- Directed by: Masoud Dehnamaki
- Written by: Masoud Dehnamaki
- Produced by: Dehnamaki, Masoud
- Edited by: Khashayar Movahedian
- Production company: Owj Arts and Media Organization
- Distributed by: Owj Arts and Media Organization
- Release date: 16 March 2018;
- Running time: 100 minutes
- Country: Iran
- Language: Persian

= Prisoners (2018 film) =

Prisoners is an Iranian feature film directed, written and produced by Masoud Dehnamaki; it was released in 2018. The film is a comedy and satire with a social theme and moral meaning.
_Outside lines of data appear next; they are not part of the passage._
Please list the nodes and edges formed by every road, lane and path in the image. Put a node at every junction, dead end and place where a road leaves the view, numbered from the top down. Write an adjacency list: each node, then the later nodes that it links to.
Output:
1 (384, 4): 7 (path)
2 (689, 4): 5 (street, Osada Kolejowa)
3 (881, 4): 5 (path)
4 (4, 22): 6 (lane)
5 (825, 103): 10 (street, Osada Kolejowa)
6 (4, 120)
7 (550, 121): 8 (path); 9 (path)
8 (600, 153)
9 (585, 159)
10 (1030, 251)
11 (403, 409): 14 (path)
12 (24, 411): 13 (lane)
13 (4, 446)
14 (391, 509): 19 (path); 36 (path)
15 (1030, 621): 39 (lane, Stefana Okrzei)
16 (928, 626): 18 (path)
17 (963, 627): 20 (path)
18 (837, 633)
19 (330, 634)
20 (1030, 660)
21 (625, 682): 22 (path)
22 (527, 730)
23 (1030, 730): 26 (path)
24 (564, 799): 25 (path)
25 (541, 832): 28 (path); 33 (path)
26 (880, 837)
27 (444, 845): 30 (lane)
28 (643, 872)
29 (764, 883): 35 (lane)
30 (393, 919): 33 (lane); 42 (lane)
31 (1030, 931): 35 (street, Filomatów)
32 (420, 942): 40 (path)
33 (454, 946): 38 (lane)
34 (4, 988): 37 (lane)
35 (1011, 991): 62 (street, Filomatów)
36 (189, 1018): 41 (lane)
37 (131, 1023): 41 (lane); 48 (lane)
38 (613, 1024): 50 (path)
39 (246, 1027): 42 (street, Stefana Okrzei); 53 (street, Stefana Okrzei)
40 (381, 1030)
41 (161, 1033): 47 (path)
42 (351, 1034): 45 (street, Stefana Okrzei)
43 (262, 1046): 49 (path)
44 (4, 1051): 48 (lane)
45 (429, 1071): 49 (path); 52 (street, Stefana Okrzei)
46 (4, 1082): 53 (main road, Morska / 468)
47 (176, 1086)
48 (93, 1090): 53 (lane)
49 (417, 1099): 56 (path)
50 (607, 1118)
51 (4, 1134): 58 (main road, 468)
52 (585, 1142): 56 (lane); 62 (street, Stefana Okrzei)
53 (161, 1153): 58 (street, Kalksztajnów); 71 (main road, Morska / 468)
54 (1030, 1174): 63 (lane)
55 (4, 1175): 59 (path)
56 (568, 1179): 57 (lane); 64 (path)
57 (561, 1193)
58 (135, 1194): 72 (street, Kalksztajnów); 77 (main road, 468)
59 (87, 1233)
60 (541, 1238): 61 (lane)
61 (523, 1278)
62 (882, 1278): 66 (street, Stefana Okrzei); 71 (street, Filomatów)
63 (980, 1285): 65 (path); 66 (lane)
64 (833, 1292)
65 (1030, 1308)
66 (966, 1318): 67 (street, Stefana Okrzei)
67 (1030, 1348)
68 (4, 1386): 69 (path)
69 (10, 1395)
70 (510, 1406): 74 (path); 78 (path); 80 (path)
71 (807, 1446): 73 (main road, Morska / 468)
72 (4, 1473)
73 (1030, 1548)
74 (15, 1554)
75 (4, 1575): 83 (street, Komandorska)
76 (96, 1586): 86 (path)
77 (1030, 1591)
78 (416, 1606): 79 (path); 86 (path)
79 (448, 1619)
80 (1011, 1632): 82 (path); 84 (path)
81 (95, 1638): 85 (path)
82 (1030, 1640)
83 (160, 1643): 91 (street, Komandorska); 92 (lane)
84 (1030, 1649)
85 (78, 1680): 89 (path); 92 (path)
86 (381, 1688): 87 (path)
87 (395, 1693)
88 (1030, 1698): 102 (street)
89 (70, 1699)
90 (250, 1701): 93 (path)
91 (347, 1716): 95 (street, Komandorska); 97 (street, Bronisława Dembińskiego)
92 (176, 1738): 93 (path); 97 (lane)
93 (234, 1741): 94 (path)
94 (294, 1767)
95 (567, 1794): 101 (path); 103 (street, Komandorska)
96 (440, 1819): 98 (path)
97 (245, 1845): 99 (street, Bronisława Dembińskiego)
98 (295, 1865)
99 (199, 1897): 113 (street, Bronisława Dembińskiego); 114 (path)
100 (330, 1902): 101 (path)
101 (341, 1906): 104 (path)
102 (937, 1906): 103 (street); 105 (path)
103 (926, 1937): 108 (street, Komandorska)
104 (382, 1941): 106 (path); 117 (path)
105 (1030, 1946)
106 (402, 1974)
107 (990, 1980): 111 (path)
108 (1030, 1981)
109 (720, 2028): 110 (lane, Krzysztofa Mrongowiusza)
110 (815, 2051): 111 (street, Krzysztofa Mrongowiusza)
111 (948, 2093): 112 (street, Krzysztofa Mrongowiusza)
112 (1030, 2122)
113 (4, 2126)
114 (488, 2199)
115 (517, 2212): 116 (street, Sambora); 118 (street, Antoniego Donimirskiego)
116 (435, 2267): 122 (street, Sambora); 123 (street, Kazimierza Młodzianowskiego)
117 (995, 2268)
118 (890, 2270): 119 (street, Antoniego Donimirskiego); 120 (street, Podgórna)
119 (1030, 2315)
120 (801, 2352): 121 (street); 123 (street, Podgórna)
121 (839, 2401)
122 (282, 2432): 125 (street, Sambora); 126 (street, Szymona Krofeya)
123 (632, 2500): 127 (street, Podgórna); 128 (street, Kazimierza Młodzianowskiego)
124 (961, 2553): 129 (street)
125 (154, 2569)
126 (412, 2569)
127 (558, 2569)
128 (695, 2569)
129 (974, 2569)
The film is also referred to in English as Executions (with a 2019 release date).

==Premise==
A student plans to research the prisoners of Qasr Prison for his thesis.

== Cast ==
- Behnam Tashakkor
- Hooman Barghnavard
- Hedayat Hashemi
- Bahareh Afshari
- Behnoosh Bakhtiari
- Asghar Naghizadeh
- Rasoul Najafian
- Amir Nouri

== Technical team ==
The production team included Masoud Dehnamaki (producer and director), Alireza Najafzadeh (project manager), Amir Ebrahimi (production manager), Farshad Gol-Sefidi (director of photography), Shahram Khalaj (makeup designer), Farshid Ahmadi (sound engineer), Khashayar Movahedian (editor), Behzad Jafari (set & costume designer), Omid Jezini (planner & first assistant director), Omid Sohrabi (media consultant), Iman Karamian (field special effects), Saeed Khalili (visual special effects), Hassan Shojaei (photographer), and Javad Ghasemi (procurement manager). It was produced by the Film and Series Center of the Owj Arts and Media Organization.

== Production ==
The film was shot at the Qasr prison.

In an interview, the director Dehnamaki stated that he intended to portray the impact of spirituality on prisoners in this film.